> **Your goal**
Write out each record exactly and skip every image.

Dataset entries
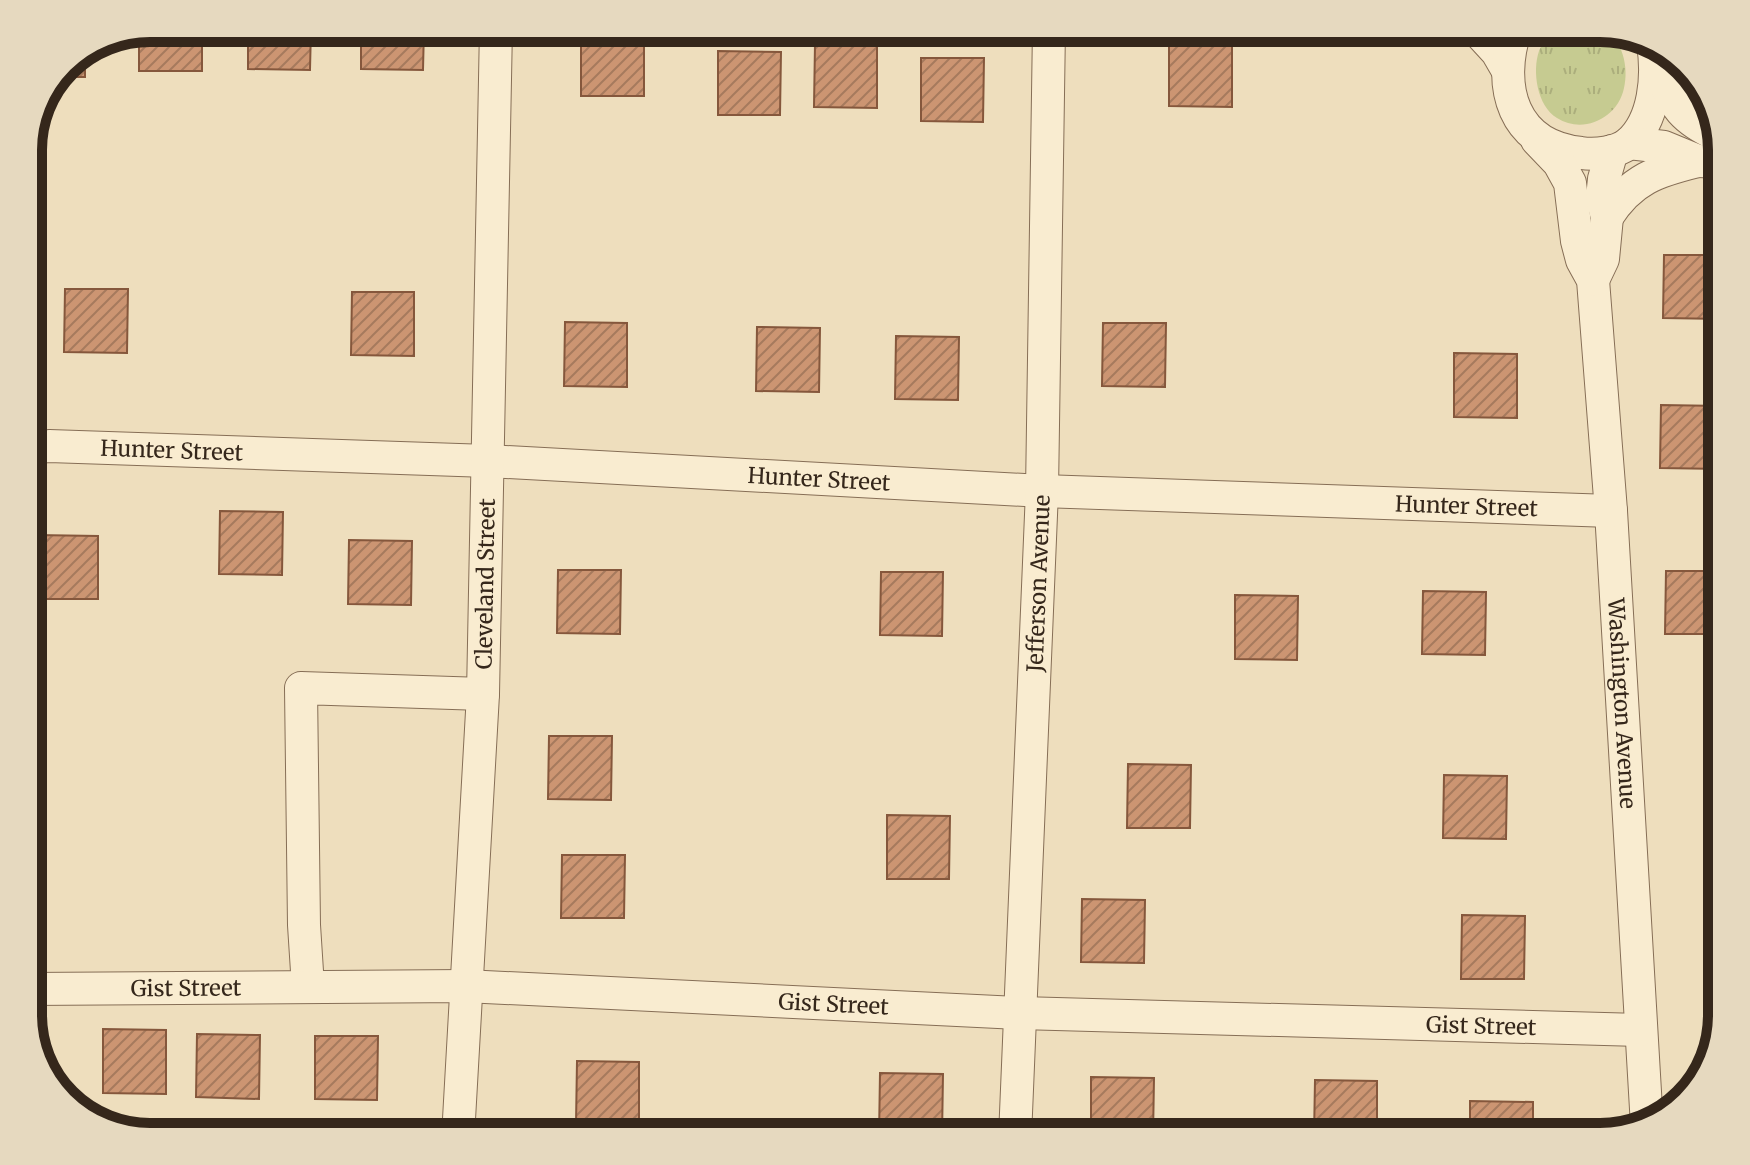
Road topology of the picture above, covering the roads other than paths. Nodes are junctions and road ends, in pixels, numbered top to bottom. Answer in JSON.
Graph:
{"nodes":[{"id":1,"x":496,"y":42,"type":"edge"},
{"id":2,"x":1049,"y":42,"type":"edge"},
{"id":3,"x":1488,"y":42,"type":"edge"},
{"id":4,"x":1512,"y":42,"type":"edge"},
{"id":5,"x":1655,"y":57,"type":"edge"},
{"id":6,"x":1656,"y":57,"type":"edge"},
{"id":7,"x":1508,"y":71,"type":"junction"},
{"id":8,"x":1706,"y":130,"type":"edge"},
{"id":9,"x":1537,"y":140,"type":"junction"},
{"id":10,"x":1620,"y":147,"type":"junction"},
{"id":11,"x":1708,"y":161,"type":"edge"},
{"id":12,"x":1708,"y":162,"type":"edge"},
{"id":13,"x":1607,"y":217,"type":"junction"},
{"id":14,"x":1593,"y":280,"type":"junction"},
{"id":15,"x":42,"y":448,"type":"edge"},
{"id":16,"x":488,"y":461,"type":"junction"},
{"id":17,"x":1042,"y":491,"type":"junction"},
{"id":18,"x":1611,"y":511,"type":"junction"},
{"id":19,"x":483,"y":694,"type":"junction"},
{"id":20,"x":465,"y":986,"type":"junction"},
{"id":21,"x":308,"y":987,"type":"junction"},
{"id":22,"x":42,"y":989,"type":"edge"},
{"id":23,"x":1020,"y":1013,"type":"junction"},
{"id":24,"x":1640,"y":1030,"type":"junction"},
{"id":25,"x":1646,"y":1113,"type":"edge"},
{"id":26,"x":459,"y":1123,"type":"edge"},
{"id":27,"x":1016,"y":1123,"type":"edge"}],
"edges":[{"from":1,"to":16,"type":"street","name":"Cleveland Street"},
{"from":2,"to":17,"type":"street","name":"Jefferson Avenue"},
{"from":3,"to":7,"type":"street"},
{"from":4,"to":7,"type":"street"},
{"from":5,"to":10,"type":"street","name":"Washington Avenue"},
{"from":6,"to":8,"type":"street"},
{"from":7,"to":9,"type":"street","name":"Washington Avenue"},
{"from":9,"to":10,"type":"street"},
{"from":9,"to":14,"type":"street","name":"Washington Avenue"},
{"from":10,"to":11,"type":"street"},
{"from":10,"to":13,"type":"street","name":"Washington Avenue"},
{"from":12,"to":13,"type":"street"},
{"from":13,"to":14,"type":"street","name":"Washington Avenue"},
{"from":14,"to":18,"type":"street","name":"Washington Avenue"},
{"from":15,"to":16,"type":"street","name":"Hunter Street"},
{"from":16,"to":17,"type":"street","name":"Hunter Street"},
{"from":16,"to":19,"type":"street","name":"Cleveland Street"},
{"from":17,"to":18,"type":"street","name":"Hunter Street"},
{"from":17,"to":23,"type":"street","name":"Jefferson Avenue"},
{"from":18,"to":24,"type":"street","name":"Washington Avenue"},
{"from":19,"to":20,"type":"street","name":"Cleveland Street"},
{"from":19,"to":21,"type":"street"},
{"from":20,"to":21,"type":"street","name":"Gist Street"},
{"from":20,"to":23,"type":"street","name":"Gist Street"},
{"from":20,"to":26,"type":"street","name":"Cleveland Street"},
{"from":21,"to":22,"type":"street","name":"Gist Street"},
{"from":23,"to":24,"type":"street","name":"Gist Street"},
{"from":23,"to":27,"type":"street","name":"Jefferson Avenue"},
{"from":24,"to":25,"type":"street","name":"Washington Avenue"}]}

> **Solution below**
Road topology of the picture above, covering the roads other than paths. Nodes are junctions and road ends, in pixels, numbered top to bottom. Answer in JSON.
Graph:
{"nodes":[{"id":1,"x":496,"y":42,"type":"edge"},
{"id":2,"x":1049,"y":42,"type":"edge"},
{"id":3,"x":1488,"y":42,"type":"edge"},
{"id":4,"x":1512,"y":42,"type":"edge"},
{"id":5,"x":1655,"y":57,"type":"edge"},
{"id":6,"x":1656,"y":57,"type":"edge"},
{"id":7,"x":1508,"y":71,"type":"junction"},
{"id":8,"x":1706,"y":130,"type":"edge"},
{"id":9,"x":1537,"y":140,"type":"junction"},
{"id":10,"x":1620,"y":147,"type":"junction"},
{"id":11,"x":1708,"y":161,"type":"edge"},
{"id":12,"x":1708,"y":162,"type":"edge"},
{"id":13,"x":1607,"y":217,"type":"junction"},
{"id":14,"x":1593,"y":280,"type":"junction"},
{"id":15,"x":42,"y":448,"type":"edge"},
{"id":16,"x":488,"y":461,"type":"junction"},
{"id":17,"x":1042,"y":491,"type":"junction"},
{"id":18,"x":1611,"y":511,"type":"junction"},
{"id":19,"x":483,"y":694,"type":"junction"},
{"id":20,"x":465,"y":986,"type":"junction"},
{"id":21,"x":308,"y":987,"type":"junction"},
{"id":22,"x":42,"y":989,"type":"edge"},
{"id":23,"x":1020,"y":1013,"type":"junction"},
{"id":24,"x":1640,"y":1030,"type":"junction"},
{"id":25,"x":1646,"y":1113,"type":"edge"},
{"id":26,"x":459,"y":1123,"type":"edge"},
{"id":27,"x":1016,"y":1123,"type":"edge"}],
"edges":[{"from":1,"to":16,"type":"street","name":"Cleveland Street"},
{"from":2,"to":17,"type":"street","name":"Jefferson Avenue"},
{"from":3,"to":7,"type":"street"},
{"from":4,"to":7,"type":"street"},
{"from":5,"to":10,"type":"street","name":"Washington Avenue"},
{"from":6,"to":8,"type":"street"},
{"from":7,"to":9,"type":"street","name":"Washington Avenue"},
{"from":9,"to":10,"type":"street"},
{"from":9,"to":14,"type":"street","name":"Washington Avenue"},
{"from":10,"to":11,"type":"street"},
{"from":10,"to":13,"type":"street","name":"Washington Avenue"},
{"from":12,"to":13,"type":"street"},
{"from":13,"to":14,"type":"street","name":"Washington Avenue"},
{"from":14,"to":18,"type":"street","name":"Washington Avenue"},
{"from":15,"to":16,"type":"street","name":"Hunter Street"},
{"from":16,"to":17,"type":"street","name":"Hunter Street"},
{"from":16,"to":19,"type":"street","name":"Cleveland Street"},
{"from":17,"to":18,"type":"street","name":"Hunter Street"},
{"from":17,"to":23,"type":"street","name":"Jefferson Avenue"},
{"from":18,"to":24,"type":"street","name":"Washington Avenue"},
{"from":19,"to":20,"type":"street","name":"Cleveland Street"},
{"from":19,"to":21,"type":"street"},
{"from":20,"to":21,"type":"street","name":"Gist Street"},
{"from":20,"to":23,"type":"street","name":"Gist Street"},
{"from":20,"to":26,"type":"street","name":"Cleveland Street"},
{"from":21,"to":22,"type":"street","name":"Gist Street"},
{"from":23,"to":24,"type":"street","name":"Gist Street"},
{"from":23,"to":27,"type":"street","name":"Jefferson Avenue"},
{"from":24,"to":25,"type":"street","name":"Washington Avenue"}]}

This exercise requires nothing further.